BearLog PART2

暇な中年の独り言です

「ブレードランナー2049」に親バカな父親涙する

(ある意味ネタバレなのでご注意を)
 最初に言っておくと、想定していたよりも印象は良かった。
 そもそもスカヨハの「ゴースト・イン・ザ・シェル」的な超の上に超が付くようなトンデモぶりはあまりないから。ただ、それは裏表であって、トンデモがないということは、一作目を周到に踏襲(駄洒落じゃないよ)したということを証明する以上のものではないのだ。
 とはいえ、物語的にはフィリップ・マーロウがちょっとエリン・ブロコビッチに近付いたような感じ(ロスの裏町の暗い話から、企業の陰謀系の話)はしなくもないが、私の中ではその程度のフレイバーはもはやリアリティを持たせるための必要悪だから、仕方ないんじゃね?と思う。
 この映画が私の中のある種の感情を刺激するとすれば、それは昔を懐かしむ「懐古趣味」のところである。最初に「ブレードランナー」を観たときの感情を自分の中で再度愛でるという行為そのものが、「2049」を見るときの感じなんである。それは気持ちの悪いものではないのだが、本来的な自分の中でのSFを観るときの流儀とはかなり異なっている。そもそも、SFって、私の中では既存の社会システムや科学技術のフレームワークを一度全部取り去って、真新しいスクラッチのところから新しい「世界観」を提示してくれるものであったと思っているので、そこにはかならずある種の衝撃的な驚きが存在する。
 しかし「2049」に驚きはあまりない。
 ある意味、いつものSF的な風景が反復されるのみ、である。だから、トンデモはない。でも驚きもない。
 ここで出て来る映像は前作のフレームワークを忠実に踏襲し、その世界観からは一歩も出ない。むしろ、その世界観の中に引きこもり耽溺し、それをある種の公理として話を組み立てるから、ロジカルな部分では破綻もしているし、辻褄が合わなくなるし、オールドファンからは細かい差異を指摘されて、何だかなあ、、、という感じになってしまうのは容易に想像がつくところだ。
 再生医療脳科学等の最新の研究成果は近年どんどん出ているのだが、そこを意図的に?あまり盛り込まず、古い一作目のキャラと世界観(公理系)を持ち込んだんだから、出て来る結果は三平方定理並の陳腐な結果(ストーリー、もしくは物語的帰結)が出てくるわけで、そこについては世の中に相当数存在するであろう「アンチ2049」の方々に対しては抗弁しようがない。

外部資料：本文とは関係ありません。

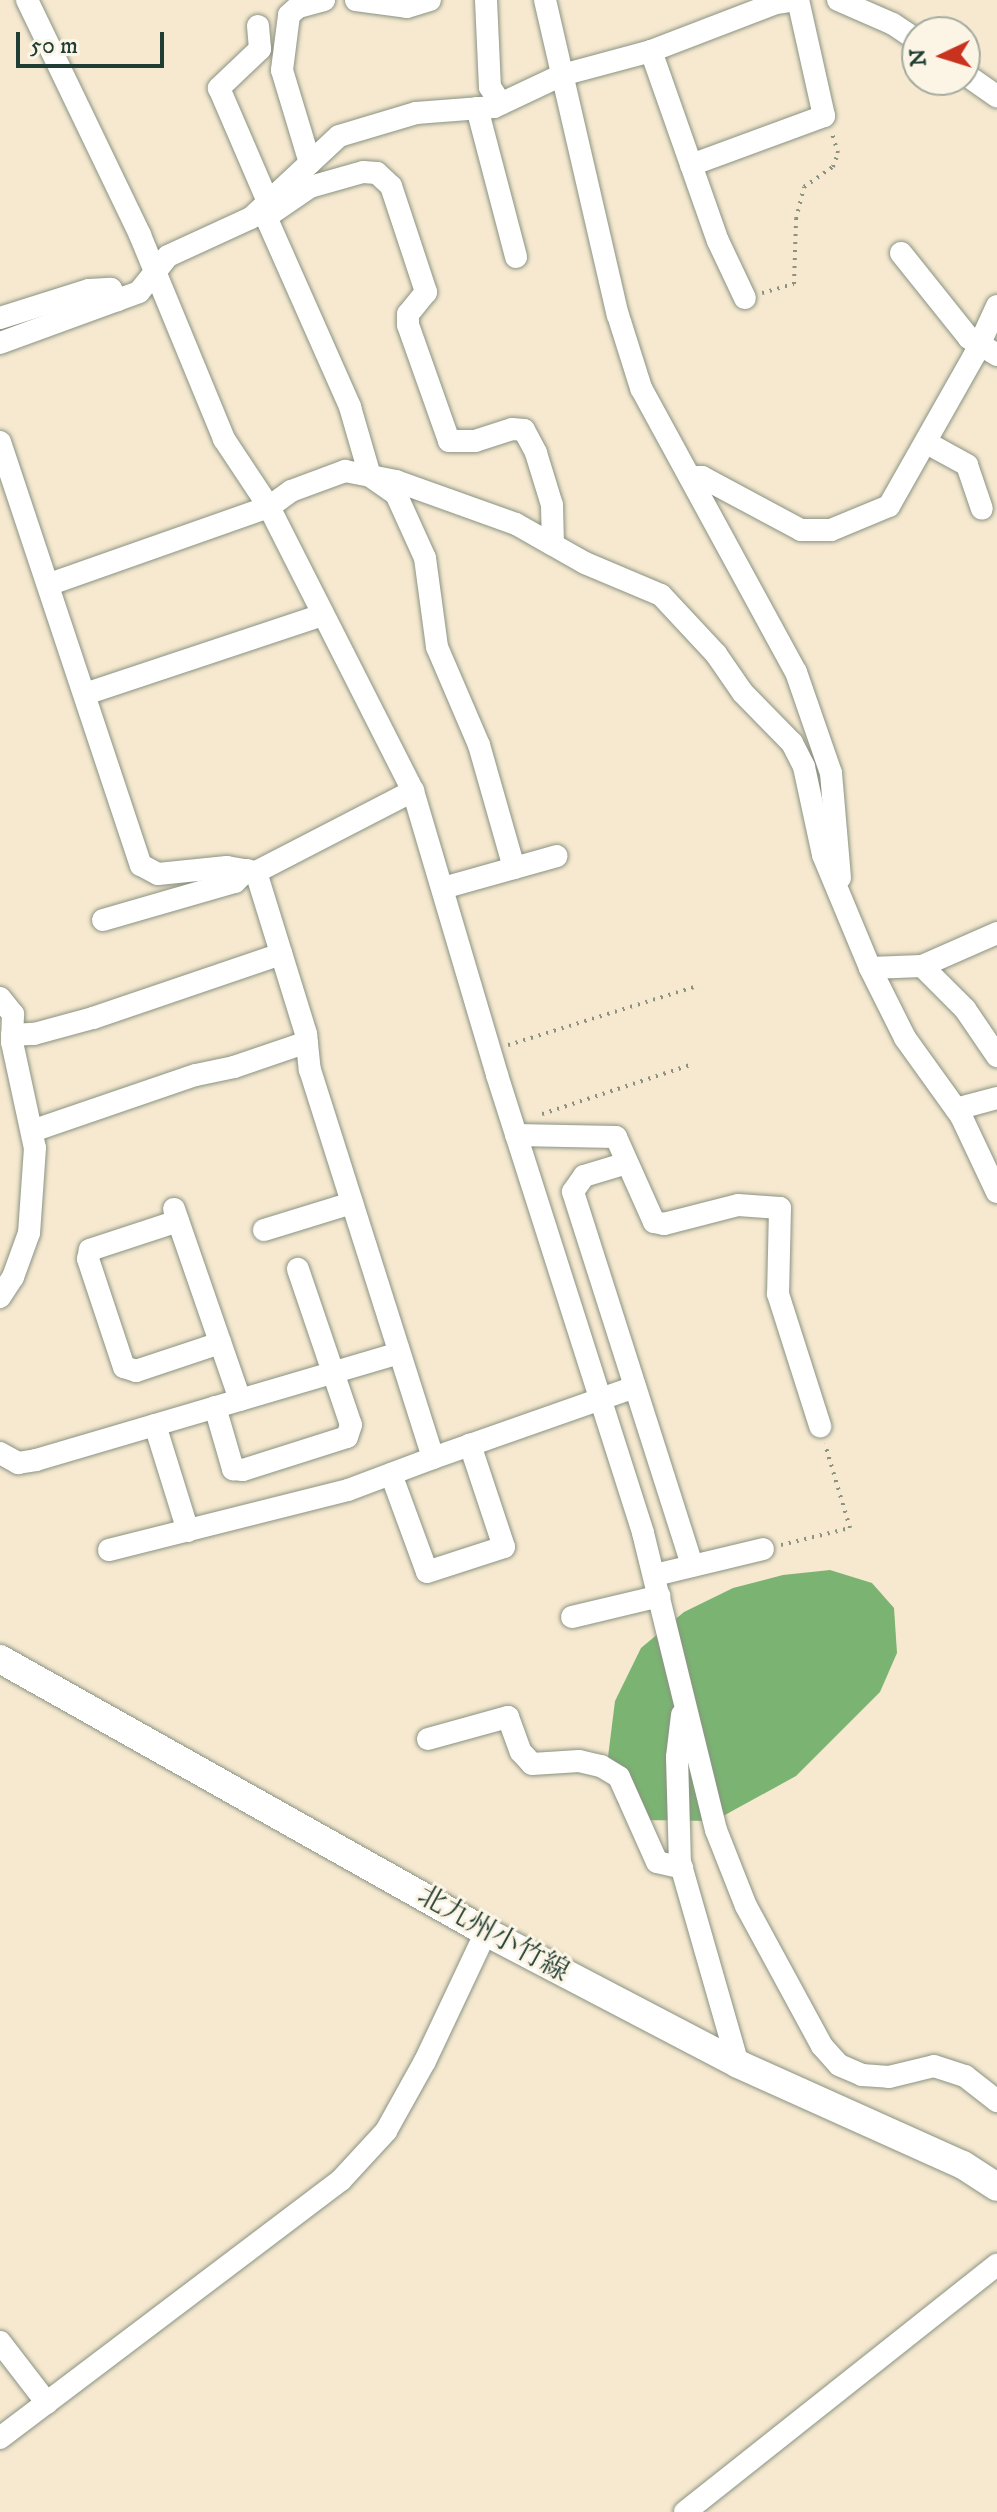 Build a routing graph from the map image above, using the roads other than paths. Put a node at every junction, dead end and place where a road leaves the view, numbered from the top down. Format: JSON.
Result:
{"nodes":[{"id":1,"x":27,"y":0,"type":"edge"},
{"id":2,"x":324,"y":0,"type":"edge"},
{"id":3,"x":356,"y":0,"type":"edge"},
{"id":4,"x":430,"y":0,"type":"edge"},
{"id":5,"x":486,"y":0,"type":"edge"},
{"id":6,"x":545,"y":0,"type":"edge"},
{"id":7,"x":798,"y":0,"type":"edge"},
{"id":8,"x":841,"y":0,"type":"edge"},
{"id":9,"x":286,"y":7,"type":"edge"},
{"id":10,"x":258,"y":26,"type":"dead end"},
{"id":11,"x":901,"y":29,"type":"edge"},
{"id":12,"x":651,"y":51,"type":"junction"},
{"id":13,"x":562,"y":75,"type":"junction"},
{"id":14,"x":501,"y":104,"type":"junction"},
{"id":15,"x":477,"y":108,"type":"junction"},
{"id":16,"x":310,"y":163,"type":"junction"},
{"id":17,"x":691,"y":165,"type":"junction"},
{"id":18,"x":265,"y":209,"type":"junction"},
{"id":19,"x":901,"y":253,"type":"dead end"},
{"id":20,"x":516,"y":257,"type":"dead end"},
{"id":21,"x":156,"y":274,"type":"junction"},
{"id":22,"x":745,"y":298,"type":"road end"},
{"id":23,"x":117,"y":300,"type":"junction"},
{"id":24,"x":997,"y":306,"type":"edge"},
{"id":25,"x":0,"y":318,"type":"edge"},
{"id":26,"x":0,"y":343,"type":"edge"},
{"id":27,"x":988,"y":351,"type":"edge"},
{"id":28,"x":0,"y":442,"type":"edge"},
{"id":29,"x":927,"y":443,"type":"junction"},
{"id":30,"x":370,"y":476,"type":"junction"},
{"id":31,"x":690,"y":477,"type":"junction"},
{"id":32,"x":269,"y":507,"type":"junction"},
{"id":33,"x":982,"y":509,"type":"dead end"},
{"id":34,"x":553,"y":545,"type":"junction"},
{"id":35,"x":50,"y":584,"type":"junction"},
{"id":36,"x":323,"y":615,"type":"junction"},
{"id":37,"x":85,"y":694,"type":"junction"},
{"id":38,"x":413,"y":791,"type":"junction"},
{"id":39,"x":557,"y":856,"type":"dead end"},
{"id":40,"x":514,"y":868,"type":"junction"},
{"id":41,"x":252,"y":871,"type":"junction"},
{"id":42,"x":443,"y":888,"type":"junction"},
{"id":43,"x":840,"y":895,"type":"junction"},
{"id":44,"x":103,"y":920,"type":"dead end"},
{"id":45,"x":997,"y":933,"type":"edge"},
{"id":46,"x":281,"y":954,"type":"junction"},
{"id":47,"x":922,"y":966,"type":"junction"},
{"id":48,"x":870,"y":968,"type":"junction"},
{"id":49,"x":0,"y":998,"type":"edge"},
{"id":50,"x":12,"y":1035,"type":"junction"},
{"id":51,"x":307,"y":1042,"type":"junction"},
{"id":52,"x":997,"y":1056,"type":"edge"},
{"id":53,"x":997,"y":1098,"type":"edge"},
{"id":54,"x":956,"y":1109,"type":"junction"},
{"id":55,"x":514,"y":1129,"type":"junction"},
{"id":56,"x":32,"y":1131,"type":"junction"},
{"id":57,"x":627,"y":1163,"type":"junction"},
{"id":58,"x":997,"y":1192,"type":"edge"},
{"id":59,"x":352,"y":1203,"type":"junction"},
{"id":60,"x":264,"y":1230,"type":"dead end"},
{"id":61,"x":298,"y":1269,"type":"dead end"},
{"id":62,"x":0,"y":1297,"type":"edge"},
{"id":63,"x":220,"y":1343,"type":"junction"},
{"id":64,"x":399,"y":1353,"type":"junction"},
{"id":65,"x":332,"y":1373,"type":"junction"},
{"id":66,"x":635,"y":1387,"type":"junction"},
{"id":67,"x":600,"y":1398,"type":"junction"},
{"id":68,"x":240,"y":1400,"type":"junction"},
{"id":69,"x":215,"y":1407,"type":"junction"},
{"id":70,"x":155,"y":1425,"type":"junction"},
{"id":71,"x":820,"y":1426,"type":"road end"},
{"id":72,"x":470,"y":1445,"type":"junction"},
{"id":73,"x":0,"y":1453,"type":"edge"},
{"id":74,"x":433,"y":1458,"type":"junction"},
{"id":75,"x":391,"y":1474,"type":"junction"},
{"id":76,"x":188,"y":1531,"type":"junction"},
{"id":77,"x":763,"y":1549,"type":"road end"},
{"id":78,"x":109,"y":1550,"type":"dead end"},
{"id":79,"x":692,"y":1566,"type":"junction"},
{"id":80,"x":658,"y":1586,"type":"junction"},
{"id":81,"x":572,"y":1617,"type":"dead end"},
{"id":82,"x":0,"y":1659,"type":"edge"},
{"id":83,"x":684,"y":1702,"type":"junction"},
{"id":84,"x":428,"y":1739,"type":"dead end"},
{"id":85,"x":682,"y":1868,"type":"junction"},
{"id":86,"x":486,"y":1932,"type":"junction"},
{"id":87,"x":738,"y":2064,"type":"junction"},
{"id":88,"x":997,"y":2101,"type":"edge"},
{"id":89,"x":997,"y":2187,"type":"edge"},
{"id":90,"x":997,"y":2265,"type":"edge"},
{"id":91,"x":0,"y":2342,"type":"edge"},
{"id":92,"x":47,"y":2403,"type":"junction"},
{"id":93,"x":0,"y":2438,"type":"edge"},
{"id":94,"x":685,"y":2512,"type":"edge"}],
"edges":[{"from":1,"to":21,"type":"street"},
{"from":2,"to":9,"type":"street"},
{"from":3,"to":4,"type":"street"},
{"from":5,"to":14,"type":"street"},
{"from":6,"to":13,"type":"street"},
{"from":7,"to":12,"type":"street"},
{"from":7,"to":17,"type":"street"},
{"from":8,"to":11,"type":"street"},
{"from":9,"to":16,"type":"street"},
{"from":10,"to":18,"type":"street"},
{"from":12,"to":13,"type":"street"},
{"from":12,"to":17,"type":"street"},
{"from":13,"to":14,"type":"street"},
{"from":13,"to":31,"type":"street"},
{"from":14,"to":15,"type":"street"},
{"from":15,"to":16,"type":"street"},
{"from":15,"to":20,"type":"street"},
{"from":16,"to":18,"type":"street"},
{"from":17,"to":22,"type":"street"},
{"from":18,"to":21,"type":"street"},
{"from":18,"to":30,"type":"street"},
{"from":18,"to":34,"type":"street"},
{"from":19,"to":27,"type":"street"},
{"from":21,"to":23,"type":"street"},
{"from":21,"to":32,"type":"street"},
{"from":23,"to":25,"type":"street"},
{"from":23,"to":26,"type":"street"},
{"from":24,"to":27,"type":"street"},
{"from":27,"to":29,"type":"street"},
{"from":28,"to":35,"type":"street"},
{"from":29,"to":31,"type":"street"},
{"from":29,"to":33,"type":"street"},
{"from":30,"to":32,"type":"street"},
{"from":30,"to":34,"type":"street"},
{"from":30,"to":40,"type":"street"},
{"from":31,"to":43,"type":"street"},
{"from":32,"to":35,"type":"street"},
{"from":32,"to":36,"type":"street"},
{"from":34,"to":43,"type":"street"},
{"from":35,"to":37,"type":"street"},
{"from":36,"to":37,"type":"street"},
{"from":36,"to":38,"type":"street"},
{"from":37,"to":41,"type":"street"},
{"from":38,"to":41,"type":"street"},
{"from":38,"to":42,"type":"street"},
{"from":39,"to":40,"type":"street"},
{"from":40,"to":42,"type":"street"},
{"from":41,"to":44,"type":"street"},
{"from":41,"to":46,"type":"street"},
{"from":42,"to":55,"type":"street"},
{"from":43,"to":48,"type":"street"},
{"from":45,"to":47,"type":"street"},
{"from":46,"to":50,"type":"street"},
{"from":46,"to":51,"type":"street"},
{"from":47,"to":48,"type":"street"},
{"from":47,"to":52,"type":"street"},
{"from":48,"to":54,"type":"street"},
{"from":49,"to":50,"type":"street"},
{"from":50,"to":56,"type":"street"},
{"from":51,"to":56,"type":"street"},
{"from":51,"to":59,"type":"street"},
{"from":53,"to":54,"type":"street"},
{"from":54,"to":58,"type":"street"},
{"from":55,"to":57,"type":"street"},
{"from":55,"to":67,"type":"street"},
{"from":56,"to":62,"type":"street"},
{"from":57,"to":66,"type":"street"},
{"from":57,"to":71,"type":"street"},
{"from":59,"to":60,"type":"street"},
{"from":59,"to":64,"type":"street"},
{"from":61,"to":65,"type":"street"},
{"from":63,"to":63,"type":"street"},
{"from":63,"to":68,"type":"street"},
{"from":64,"to":65,"type":"street"},
{"from":64,"to":74,"type":"street"},
{"from":65,"to":68,"type":"street"},
{"from":65,"to":69,"type":"street"},
{"from":66,"to":67,"type":"street"},
{"from":66,"to":79,"type":"street"},
{"from":67,"to":72,"type":"street"},
{"from":67,"to":80,"type":"street"},
{"from":68,"to":69,"type":"street"},
{"from":69,"to":70,"type":"street"},
{"from":70,"to":73,"type":"street"},
{"from":70,"to":76,"type":"street"},
{"from":72,"to":74,"type":"street"},
{"from":72,"to":75,"type":"street"},
{"from":74,"to":75,"type":"street"},
{"from":75,"to":76,"type":"street"},
{"from":76,"to":78,"type":"street"},
{"from":77,"to":79,"type":"street"},
{"from":79,"to":80,"type":"street"},
{"from":80,"to":81,"type":"street"},
{"from":80,"to":83,"type":"street"},
{"from":82,"to":86,"type":"main road","name":"北九州小竹線"},
{"from":83,"to":85,"type":"street"},
{"from":83,"to":88,"type":"street"},
{"from":84,"to":85,"type":"street"},
{"from":85,"to":87,"type":"street"},
{"from":86,"to":87,"type":"main road","name":"北九州小竹線"},
{"from":86,"to":92,"type":"street"},
{"from":87,"to":89,"type":"main road","name":"北九州小竹線"},
{"from":90,"to":94,"type":"street"},
{"from":91,"to":92,"type":"street"},
{"from":92,"to":93,"type":"street"}]}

 この映画で、私が唯一涙するのは、「父と娘」の関係なのだ。要するに太古の昔から続く親子の情愛、関係、それに類するすべてのことである。それはSFとは相容れないような古式ゆかしい人間的感情でしかない。懐古主義的SFの設定の中で物語の根幹に位置するのは「父と娘」の愛情なのだという、一見共存が難しいものが共存している状態。正確に言えば、共存と言うよりも、むしろ並置とでも言えばいいのだろうか。無造作に投げ出されているかんじ、である。
 すげえSF的な理論構築をしながら、最後の一点で「父と娘」に帰結していく物語、と言えば、あれもそうだった。「インターステラー」である。
 そういう意味では、「2049」を分解していくと、「ブレードランナー」+「インターステラー」と言えなくもない。
 ってか、あのラストは、絶対に「インターステラー」を意識している。

 とはいえ、親バカな父親は「2049」において、「父と娘」に収斂していくラスト、そこだけに涙するのであった。